Division between soul and spirit

by M.J. 82 Replies latest watchtower bible

  • M.J.
    M.J.

    Hebrews 4:12
    For the word of God is living and active. Sharper than any double-edged sword, it penetrates even to dividing soul and spirit, joints and marrow; it judges the thoughts and attitudes of the heart.

    The WTS teaches that a soul is the body or "person" and spirit is the "breath" that animates it. But in the above verse the act of dividing soul and spirit is presented as an equivalent act to dividing joints and marrow. So it would follow that since joints and marrow are two similar objects joined together yet separable, that the author would also consider the soul and spirit to be two similar objects joined together yet separable. If this is the case, the WTS definitions don't really fit, since they consider the spirit to be, not an object, but an abstract animating property.

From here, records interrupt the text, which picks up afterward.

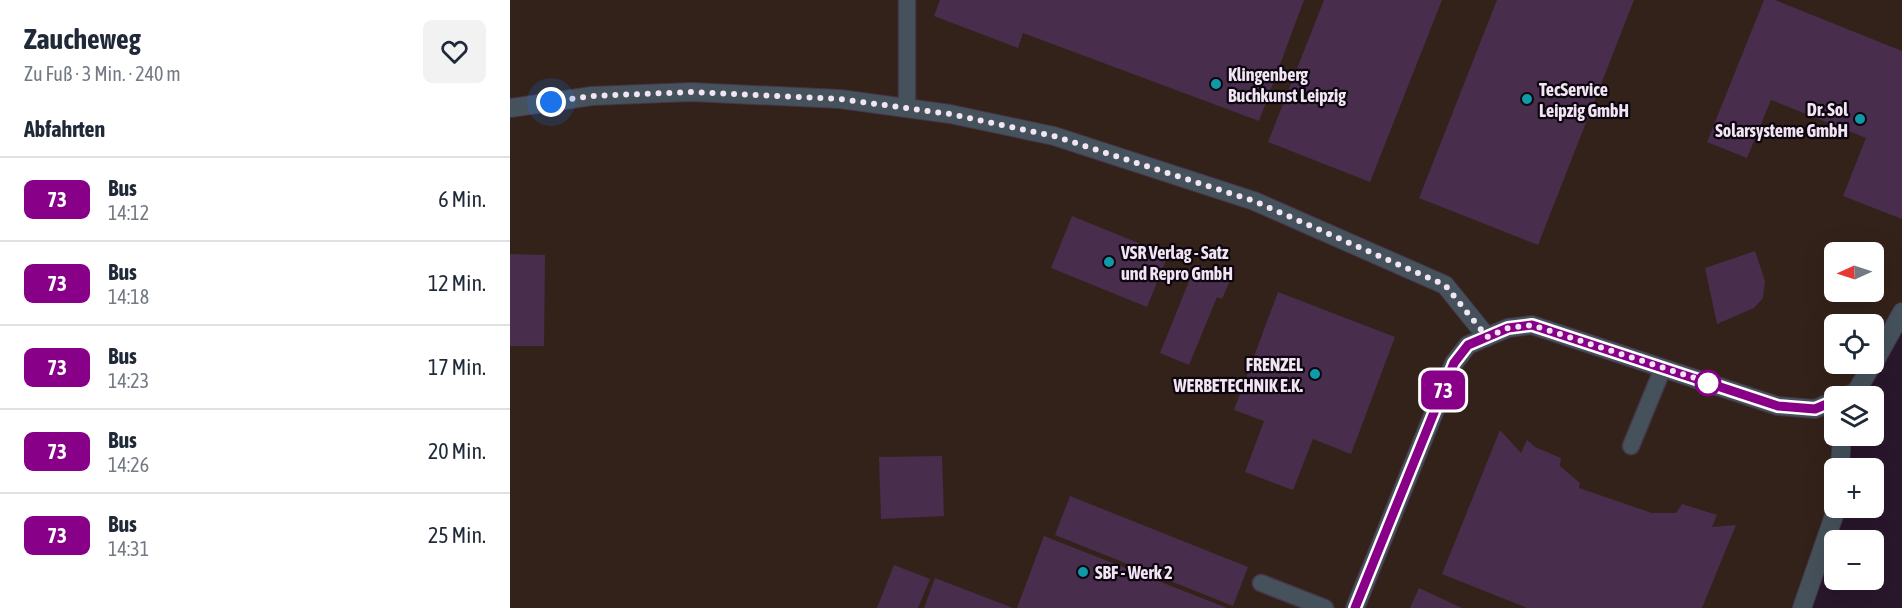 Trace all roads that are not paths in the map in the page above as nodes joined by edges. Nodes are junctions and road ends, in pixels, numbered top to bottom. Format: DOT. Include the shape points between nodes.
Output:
graph roads {
  1 [pos="907,0"];
  2 [pos="510,108"];
  3 [pos="907,108"];
  4 [pos="1902,312"];
  5 [pos="1487,337"];
  6 [pos="1884,345"];
  7 [pos="1664,368"];
  8 [pos="1824,405"];
  9 [pos="1631,446"];
  10 [pos="1833,518"];
  11 [pos="1262,583"];
  12 [pos="1324,608"];
  13 [pos="1355,608"];
  14 [pos="1802,608"];
  1 -- 3 [label="lane"];
  2 -- 3 [label="street" via="592,96 691,92 840,99"];
  3 -- 5 [label="street" via="1054,136 1254,201 1445,285"];
  4 -- 6 [label="street"];
  5 -- 7 [label="street" via="1508,328 1532,325"];
  5 -- 13 [label="street" via="1468,345 1454,363"];
  7 -- 8 [label="street" via="1778,406 1815,409"];
  7 -- 9 [label="lane"];
  10 -- 14 [label="street"];
  11 -- 12 [label="lane"];
}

    Inserting WTS definitions renders the verse: "it penetrates even to dividing person and life, joints and marrow." which really doesn't make much logical sense.

    But if we assume the WTS definitions are incorrect, then what are the "right" definitions? What then is the difference between soul and spirit?

  • Hellrider
    Hellrider
    For the word of God is living and active. Sharper than any double-edged sword, it penetrates even to dividing soul and spirit, joints and marrow; it judges the thoughts and attitudes of the heart.

    I haven`t read any commentary on this verse, but this is what I think: Often the meaning of a verse is the opposite of what it looks like at first glance. The point of the author is to highlight that the word of God is so powerful, that it can even penetrate/divide the soul from the spirit. So rather than highlighting the distinction between soul and spirit, his verse actually confirms something I have suspected for a while: That what the Bible calls "soul" and "spirit" (in greek, that is psuche and anima, is that correct? - not sure) - are actually so "close toghether" that they are almost inseperable. This shows also in the death of the first martyr:

    Acts 7:59 They continued to stone Stephen while he prayed, “Lord Jesus, receive my spirit!”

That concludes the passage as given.